An unusual cause of an ankle mass

Aditya Prinja 1, Catherine Roberts 2, Tom Doherty 2, Michael J Oddy 1
PMCID: PMC4180573  PMID: 25260425

Abstract

We report the case of a patient who presented with a 7-year history of a mass over the medial aspect of his right ankle, which had been gradually increasing in size. He had given up his occupation as a bus driver due to decreased movement of his ankle. An initial diagnosis of endemic syphilis was made after treponemal antibody and treponema pallidum particle agglutination tests were positive. However, following surgical debulking, cultures grew Fusarium solani and the diagnosis was changed to eumycetoma. He received prolonged treatment with antifungal agents and at 18 months follow-up remains well.

Background

Mycetoma is a chronic and mutilating fungal and bacterial infection of tropical and subtropical countries. It may be caused by true fungi or by filamentous bacteria. Disease begins following inoculation into the subcutaneous tissue and may spread to involve the skin and deep structures and result in tissue destruction and deformity. Early diagnosis, antibiotics for the bacterial type and surgical excision with clear margins and azole therapy for the fungal type result in the best outcomes.

Case presentation

A 42-year-old man presented with a mass of approximately 15 cm diameter involving the posteromedial aspect of his right ankle and hind foot (figure 1A, B). He recalled it being present for 7 years, gradually increasing in size. At presentation, the mass was firm with some fluctuant areas. It was not inflamed but there was some increased pigmentation of the overlying skin. The examination was otherwise unremarkable. There was no evidence of discharging sinuses and the patient denied noting sinuses previously. He had no significant medical history and was taking no regular medications. He was born and brought up in Abidjan in the Ivory Coast and had little rural exposure. He had moved to the UK in 1990, aged 28, and had only once returned to Africa. He had been working as a bus driver, but had been forced to stop due to the decreased movement of his ankle and inability to wear enclosed shoes.

Figure 1.

Figure 1

Photographs showing the mass over the medial aspect of the right ankle: (A) posterior view; (B) medial view.

Investigations

Routine blood tests were normal and an HIV test was negative. MRI revealed an inhomogenous infiltrative soft tissue lesion with abnormal bone signal (figure 2). This was felt to be a reactive bone oedema. An Ultrasound-guided biopsy revealed no bacteria growth and was acid-fast bacillus negative.
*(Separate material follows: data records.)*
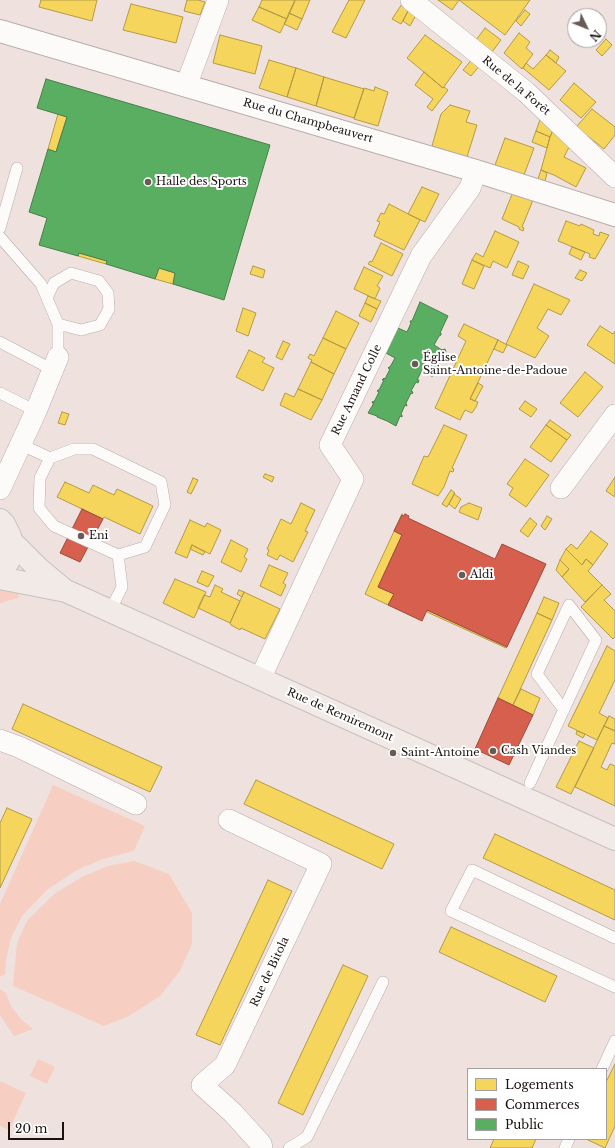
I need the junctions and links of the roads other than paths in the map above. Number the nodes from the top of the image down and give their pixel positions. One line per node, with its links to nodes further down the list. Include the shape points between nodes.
1 (218, 0): 4 (street)
2 (411, 0): 7 (street, Rue de la Forêt, via 526,92)
3 (0, 31): 4 (street, Rue du Champbeauvert)
4 (186, 86): 6 (street, Rue du Champbeauvert)
5 (17, 168): 9 (lane)
6 (476, 170): 8 (street, Rue du Champbeauvert); 29 (street, Rue Amand Colle, via 470,188 421,256 330,445 353,479)
7 (615, 177)
8 (615, 215)
9 (0, 228)
10 (0, 237): 11 (lane, via 41,284)
11 (47, 298): 12 (lane); 12 (lane, via 54,283 71,272 99,281 108,293 110,309 100,325 81,330)
12 (58, 324): 14 (lane)
13 (0, 342): 14 (lane)
14 (56, 364): 16 (street)
15 (0, 393): 16 (lane)
16 (36, 412): 18 (street)
17 (615, 415): 20 (street)
18 (20, 444): 19 (lane); 21 (street)
19 (50, 458): 24 (lane, via 40,478 39,508 54,526); 24 (lane, via 74,449 93,449 162,482 165,504 145,547)
20 (561, 488)
21 (0, 489)
22 (0, 520): 23 (main road, via 10,536)
23 (10, 541): 25 (main road, via 8,562); 27 (main road, Rue de Remiremont)
24 (118, 555): 28 (lane, via 122,586)
25 (0, 574)
26 (0, 578): 27 (main road, Rue de Remiremont)
27 (66, 591): 28 (main road, Rue de Remiremont)
28 (110, 611): 29 (main road, Rue de Remiremont)
29 (260, 679): 35 (main road, Rue de Remiremont)
30 (564, 710): 30 (lane, via 596,640 569,605 537,674); 32 (lane)
31 (0, 740): 33 (street)
32 (530, 783)
33 (136, 804)
34 (228, 820): 41 (street, Rue de Bitola, via 321,864 225,1065 202,1085 233,1113)
35 (615, 839)
36 (615, 938): 38 (lane, via 472,870 451,912)
37 (383, 982): 42 (lane, via 307,1138)
38 (615, 987)
39 (615, 1041): 40 (lane)
40 (602, 1068)
41 (262, 1148)
42 (289, 1148)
No mycobacteria or fungi were cultured after 6 weeks’ incubation. Histology showed a chronic fibrosing inflammatory condition with abundant plasma cells and a venulitis, but excluded sarcoma as a possible diagnosis. Treponemal antibody and treponema pallidum particle agglutination (TPPA) were both positive. There was no history of genital ulceration and a sexually transmitted infection screen was negative but a diagnosis of endemic syphilis was considered on the basis of serology alone and the patient was treated with intramuscular benzathine penicillin G and referred for surgery. This diagnosis was made on the basis of serology alone despite clinical features not suggestive of endemic treponemal disease.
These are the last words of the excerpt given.